BEGIN Dataset records

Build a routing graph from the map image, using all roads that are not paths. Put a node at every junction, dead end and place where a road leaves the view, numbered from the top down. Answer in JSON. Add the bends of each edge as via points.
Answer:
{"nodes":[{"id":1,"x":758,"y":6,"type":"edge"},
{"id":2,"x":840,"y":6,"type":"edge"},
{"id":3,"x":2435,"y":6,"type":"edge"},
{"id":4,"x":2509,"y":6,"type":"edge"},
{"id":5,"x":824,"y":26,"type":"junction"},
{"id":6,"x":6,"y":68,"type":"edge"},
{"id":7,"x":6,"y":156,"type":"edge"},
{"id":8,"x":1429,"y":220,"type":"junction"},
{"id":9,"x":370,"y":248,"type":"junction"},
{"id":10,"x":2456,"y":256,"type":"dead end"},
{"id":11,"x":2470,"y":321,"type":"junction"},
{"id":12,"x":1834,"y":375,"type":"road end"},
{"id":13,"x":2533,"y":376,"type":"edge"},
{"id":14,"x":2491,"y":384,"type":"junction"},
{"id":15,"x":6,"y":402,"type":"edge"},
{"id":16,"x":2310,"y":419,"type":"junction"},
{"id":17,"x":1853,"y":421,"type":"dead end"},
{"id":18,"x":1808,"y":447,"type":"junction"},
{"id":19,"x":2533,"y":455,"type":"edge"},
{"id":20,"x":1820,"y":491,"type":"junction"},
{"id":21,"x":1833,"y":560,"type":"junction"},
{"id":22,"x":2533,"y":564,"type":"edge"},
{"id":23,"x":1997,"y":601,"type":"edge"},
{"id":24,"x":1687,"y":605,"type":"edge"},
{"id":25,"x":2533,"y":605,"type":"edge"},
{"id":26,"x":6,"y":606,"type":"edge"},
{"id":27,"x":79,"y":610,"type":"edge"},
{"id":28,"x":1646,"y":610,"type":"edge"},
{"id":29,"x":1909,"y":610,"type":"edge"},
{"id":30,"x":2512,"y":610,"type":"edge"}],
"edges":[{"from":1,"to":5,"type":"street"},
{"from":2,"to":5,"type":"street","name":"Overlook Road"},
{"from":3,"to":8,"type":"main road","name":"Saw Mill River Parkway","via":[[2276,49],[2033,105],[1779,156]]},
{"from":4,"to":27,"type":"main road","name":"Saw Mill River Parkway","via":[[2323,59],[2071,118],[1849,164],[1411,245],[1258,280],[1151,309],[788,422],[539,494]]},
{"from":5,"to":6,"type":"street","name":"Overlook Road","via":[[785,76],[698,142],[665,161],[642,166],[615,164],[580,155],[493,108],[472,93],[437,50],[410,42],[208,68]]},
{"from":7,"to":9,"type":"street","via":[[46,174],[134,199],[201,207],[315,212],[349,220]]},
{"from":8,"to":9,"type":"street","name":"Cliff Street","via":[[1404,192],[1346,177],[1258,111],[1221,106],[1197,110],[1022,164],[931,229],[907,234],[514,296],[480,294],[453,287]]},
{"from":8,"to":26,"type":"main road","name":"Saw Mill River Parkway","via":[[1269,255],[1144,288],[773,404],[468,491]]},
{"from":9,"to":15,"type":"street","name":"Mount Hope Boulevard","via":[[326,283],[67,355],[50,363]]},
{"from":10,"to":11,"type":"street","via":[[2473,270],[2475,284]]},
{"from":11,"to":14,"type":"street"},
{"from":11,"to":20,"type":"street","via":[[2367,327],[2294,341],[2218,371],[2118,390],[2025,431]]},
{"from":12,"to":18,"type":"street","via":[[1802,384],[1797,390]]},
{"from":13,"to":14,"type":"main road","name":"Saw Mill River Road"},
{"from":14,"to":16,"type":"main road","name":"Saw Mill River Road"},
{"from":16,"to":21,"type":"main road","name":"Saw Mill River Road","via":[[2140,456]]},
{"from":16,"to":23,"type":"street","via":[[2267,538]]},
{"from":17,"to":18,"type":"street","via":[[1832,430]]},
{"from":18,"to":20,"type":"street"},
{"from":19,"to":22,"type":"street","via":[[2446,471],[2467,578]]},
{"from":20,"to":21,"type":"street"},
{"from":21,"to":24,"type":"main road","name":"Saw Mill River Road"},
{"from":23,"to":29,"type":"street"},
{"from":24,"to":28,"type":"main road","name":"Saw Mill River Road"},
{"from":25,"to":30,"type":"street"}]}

END Dataset records
BEGIN Dataset records

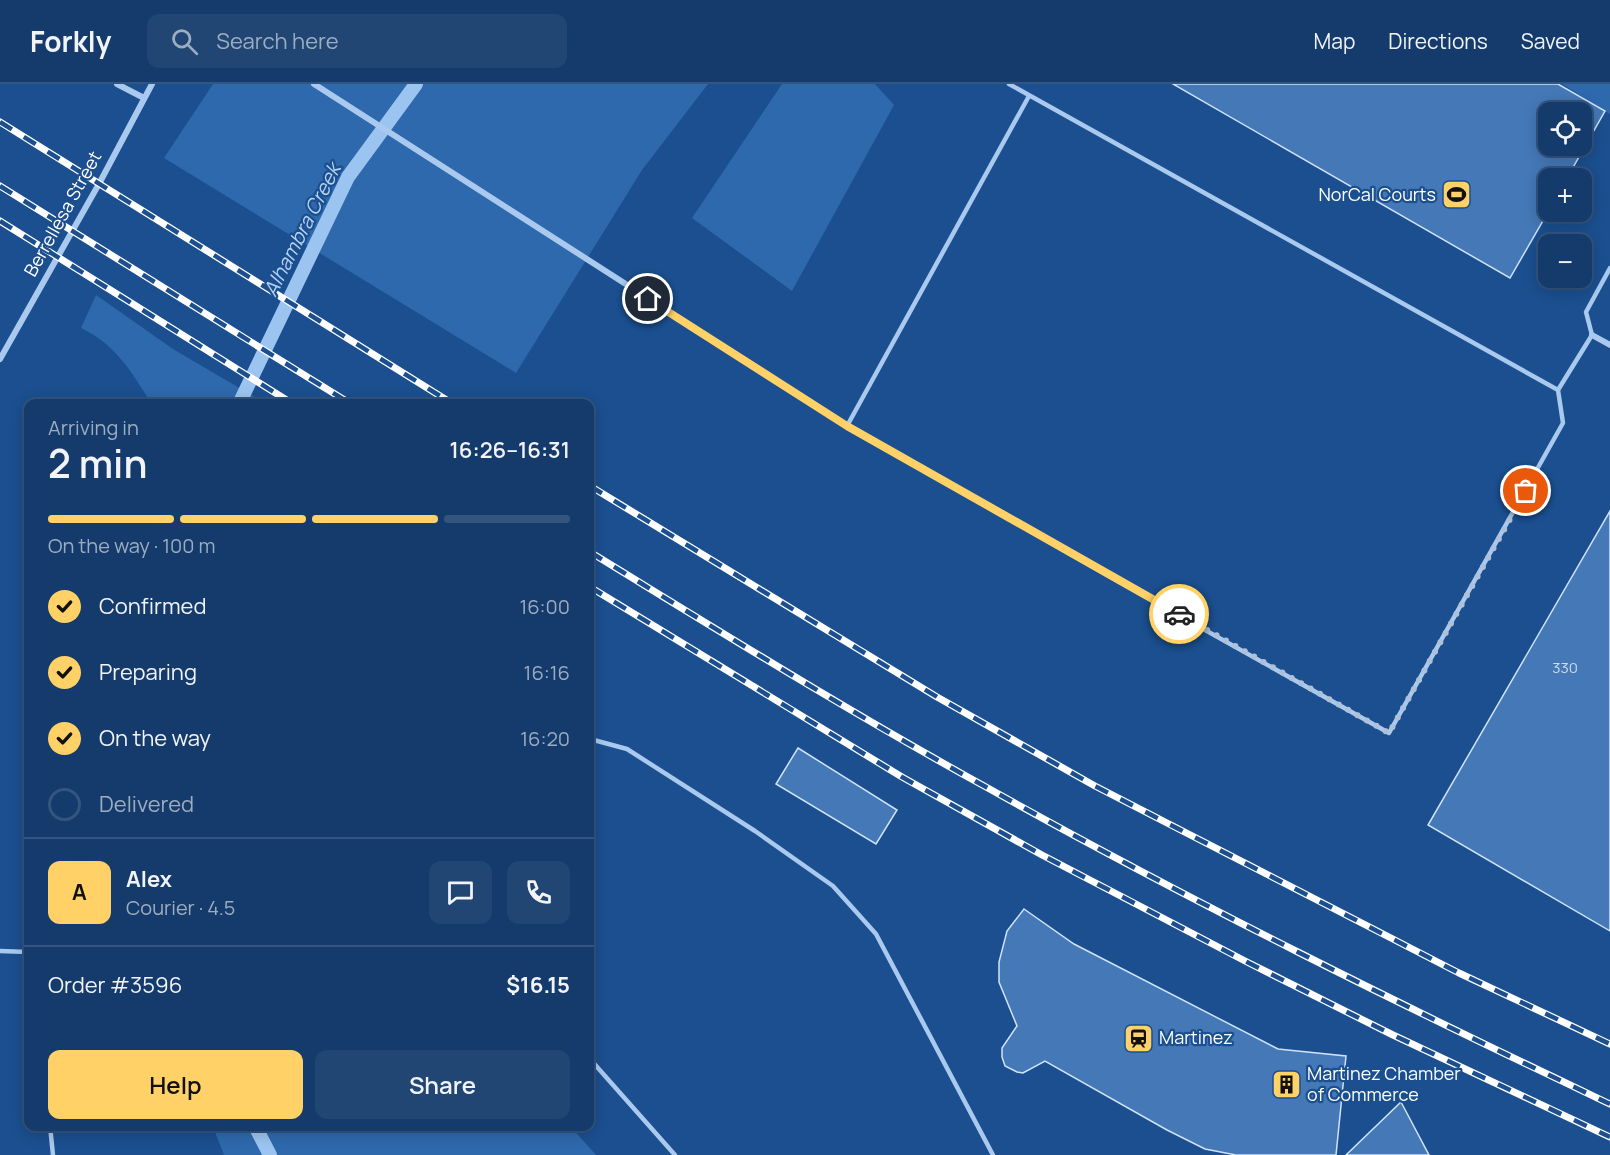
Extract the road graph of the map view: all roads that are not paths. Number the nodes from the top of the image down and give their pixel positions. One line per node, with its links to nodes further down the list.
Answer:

END Dataset records

> Exercise instructions
The string to find is "roads"; copy every line of the listing that has it.

> Exercise answer
Build a routing graph from the map image, using all roads that are not paths. Put a node at every junction, dead end and place where a road leaves the view, numbered from the top down. Answer in JSON. Add the bends of each edge as via points.
Extract the road graph of the map view: all roads that are not paths. Number the nodes from the top of the image down and give their pixel positions. One line per node, with its links to nodes further down the list.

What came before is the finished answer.